Data for the task

· · · · ·

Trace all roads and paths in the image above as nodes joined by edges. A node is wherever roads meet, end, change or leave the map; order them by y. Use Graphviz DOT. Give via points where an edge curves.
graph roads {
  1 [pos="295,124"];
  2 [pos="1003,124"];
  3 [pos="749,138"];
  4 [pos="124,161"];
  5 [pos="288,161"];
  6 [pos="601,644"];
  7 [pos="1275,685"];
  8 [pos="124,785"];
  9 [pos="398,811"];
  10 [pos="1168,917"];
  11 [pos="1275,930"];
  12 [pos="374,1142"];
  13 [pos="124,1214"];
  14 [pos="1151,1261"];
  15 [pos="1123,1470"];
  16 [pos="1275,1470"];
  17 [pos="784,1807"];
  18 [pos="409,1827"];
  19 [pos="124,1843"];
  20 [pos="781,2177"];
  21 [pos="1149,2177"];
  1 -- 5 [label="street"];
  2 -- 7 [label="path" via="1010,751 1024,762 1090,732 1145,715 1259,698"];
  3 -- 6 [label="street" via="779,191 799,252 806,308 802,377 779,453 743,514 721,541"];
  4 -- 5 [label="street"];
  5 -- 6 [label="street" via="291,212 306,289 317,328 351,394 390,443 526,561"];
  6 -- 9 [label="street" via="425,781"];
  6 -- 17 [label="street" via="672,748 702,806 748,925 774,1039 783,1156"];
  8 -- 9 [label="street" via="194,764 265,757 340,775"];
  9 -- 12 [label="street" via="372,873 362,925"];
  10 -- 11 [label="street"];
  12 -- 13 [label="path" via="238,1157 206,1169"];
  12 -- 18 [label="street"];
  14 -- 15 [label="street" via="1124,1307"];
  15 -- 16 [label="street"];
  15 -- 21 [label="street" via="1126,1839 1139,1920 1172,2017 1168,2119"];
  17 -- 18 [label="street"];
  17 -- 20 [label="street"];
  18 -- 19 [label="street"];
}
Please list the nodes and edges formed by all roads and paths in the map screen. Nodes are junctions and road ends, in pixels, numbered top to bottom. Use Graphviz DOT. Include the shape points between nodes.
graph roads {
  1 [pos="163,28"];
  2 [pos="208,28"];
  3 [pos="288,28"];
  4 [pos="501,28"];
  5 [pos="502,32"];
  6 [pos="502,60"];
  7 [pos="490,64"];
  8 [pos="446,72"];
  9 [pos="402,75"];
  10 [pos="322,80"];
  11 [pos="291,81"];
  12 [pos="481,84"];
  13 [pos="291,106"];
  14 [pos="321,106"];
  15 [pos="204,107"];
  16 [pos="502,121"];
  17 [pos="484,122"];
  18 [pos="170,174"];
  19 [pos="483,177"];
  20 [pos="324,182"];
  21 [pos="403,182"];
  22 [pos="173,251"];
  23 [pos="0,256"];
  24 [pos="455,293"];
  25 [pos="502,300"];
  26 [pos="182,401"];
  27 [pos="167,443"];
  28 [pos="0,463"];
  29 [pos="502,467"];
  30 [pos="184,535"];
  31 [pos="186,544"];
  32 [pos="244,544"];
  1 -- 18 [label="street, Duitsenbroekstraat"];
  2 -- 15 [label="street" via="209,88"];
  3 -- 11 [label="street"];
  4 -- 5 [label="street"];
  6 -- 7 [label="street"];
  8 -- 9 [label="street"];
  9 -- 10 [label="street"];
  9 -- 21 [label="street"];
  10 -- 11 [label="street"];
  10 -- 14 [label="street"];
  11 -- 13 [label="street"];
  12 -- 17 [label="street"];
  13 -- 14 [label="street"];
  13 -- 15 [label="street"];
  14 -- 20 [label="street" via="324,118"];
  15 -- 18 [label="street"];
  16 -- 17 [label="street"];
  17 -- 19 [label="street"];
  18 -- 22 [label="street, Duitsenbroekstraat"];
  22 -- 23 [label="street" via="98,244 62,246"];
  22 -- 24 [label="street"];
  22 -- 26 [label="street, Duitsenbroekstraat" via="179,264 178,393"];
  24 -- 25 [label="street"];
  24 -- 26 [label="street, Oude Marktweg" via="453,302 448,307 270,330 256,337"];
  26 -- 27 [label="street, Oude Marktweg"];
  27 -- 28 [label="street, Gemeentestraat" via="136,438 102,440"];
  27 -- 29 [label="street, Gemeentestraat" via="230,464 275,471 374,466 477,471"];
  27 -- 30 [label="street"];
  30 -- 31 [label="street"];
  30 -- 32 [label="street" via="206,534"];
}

· · · · ·

No line may be altered or left out when the data is written out.

Your solution
Trace all roads and paths in the image above as nodes joined by edges. A node is wherever roads meet, end, change or leave the map; order them by y. Use Graphviz DOT. Give via points where an edge curves.
graph roads {
  1 [pos="295,124"];
  2 [pos="1003,124"];
  3 [pos="749,138"];
  4 [pos="124,161"];
  5 [pos="288,161"];
  6 [pos="601,644"];
  7 [pos="1275,685"];
  8 [pos="124,785"];
  9 [pos="398,811"];
  10 [pos="1168,917"];
  11 [pos="1275,930"];
  12 [pos="374,1142"];
  13 [pos="124,1214"];
  14 [pos="1151,1261"];
  15 [pos="1123,1470"];
  16 [pos="1275,1470"];
  17 [pos="784,1807"];
  18 [pos="409,1827"];
  19 [pos="124,1843"];
  20 [pos="781,2177"];
  21 [pos="1149,2177"];
  1 -- 5 [label="street"];
  2 -- 7 [label="path" via="1010,751 1024,762 1090,732 1145,715 1259,698"];
  3 -- 6 [label="street" via="779,191 799,252 806,308 802,377 779,453 743,514 721,541"];
  4 -- 5 [label="street"];
  5 -- 6 [label="street" via="291,212 306,289 317,328 351,394 390,443 526,561"];
  6 -- 9 [label="street" via="425,781"];
  6 -- 17 [label="street" via="672,748 702,806 748,925 774,1039 783,1156"];
  8 -- 9 [label="street" via="194,764 265,757 340,775"];
  9 -- 12 [label="street" via="372,873 362,925"];
  10 -- 11 [label="street"];
  12 -- 13 [label="path" via="238,1157 206,1169"];
  12 -- 18 [label="street"];
  14 -- 15 [label="street" via="1124,1307"];
  15 -- 16 [label="street"];
  15 -- 21 [label="street" via="1126,1839 1139,1920 1172,2017 1168,2119"];
  17 -- 18 [label="street"];
  17 -- 20 [label="street"];
  18 -- 19 [label="street"];
}
Please list the nodes and edges formed by all roads and paths in the map screen. Nodes are junctions and road ends, in pixels, numbered top to bottom. Use Graphviz DOT. Include the shape points between nodes.
graph roads {
  1 [pos="163,28"];
  2 [pos="208,28"];
  3 [pos="288,28"];
  4 [pos="501,28"];
  5 [pos="502,32"];
  6 [pos="502,60"];
  7 [pos="490,64"];
  8 [pos="446,72"];
  9 [pos="402,75"];
  10 [pos="322,80"];
  11 [pos="291,81"];
  12 [pos="481,84"];
  13 [pos="291,106"];
  14 [pos="321,106"];
  15 [pos="204,107"];
  16 [pos="502,121"];
  17 [pos="484,122"];
  18 [pos="170,174"];
  19 [pos="483,177"];
  20 [pos="324,182"];
  21 [pos="403,182"];
  22 [pos="173,251"];
  23 [pos="0,256"];
  24 [pos="455,293"];
  25 [pos="502,300"];
  26 [pos="182,401"];
  27 [pos="167,443"];
  28 [pos="0,463"];
  29 [pos="502,467"];
  30 [pos="184,535"];
  31 [pos="186,544"];
  32 [pos="244,544"];
  1 -- 18 [label="street, Duitsenbroekstraat"];
  2 -- 15 [label="street" via="209,88"];
  3 -- 11 [label="street"];
  4 -- 5 [label="street"];
  6 -- 7 [label="street"];
  8 -- 9 [label="street"];
  9 -- 10 [label="street"];
  9 -- 21 [label="street"];
  10 -- 11 [label="street"];
  10 -- 14 [label="street"];
  11 -- 13 [label="street"];
  12 -- 17 [label="street"];
  13 -- 14 [label="street"];
  13 -- 15 [label="street"];
  14 -- 20 [label="street" via="324,118"];
  15 -- 18 [label="street"];
  16 -- 17 [label="street"];
  17 -- 19 [label="street"];
  18 -- 22 [label="street, Duitsenbroekstraat"];
  22 -- 23 [label="street" via="98,244 62,246"];
  22 -- 24 [label="street"];
  22 -- 26 [label="street, Duitsenbroekstraat" via="179,264 178,393"];
  24 -- 25 [label="street"];
  24 -- 26 [label="street, Oude Marktweg" via="453,302 448,307 270,330 256,337"];
  26 -- 27 [label="street, Oude Marktweg"];
  27 -- 28 [label="street, Gemeentestraat" via="136,438 102,440"];
  27 -- 29 [label="street, Gemeentestraat" via="230,464 275,471 374,466 477,471"];
  27 -- 30 [label="street"];
  30 -- 31 [label="street"];
  30 -- 32 [label="street" via="206,534"];
}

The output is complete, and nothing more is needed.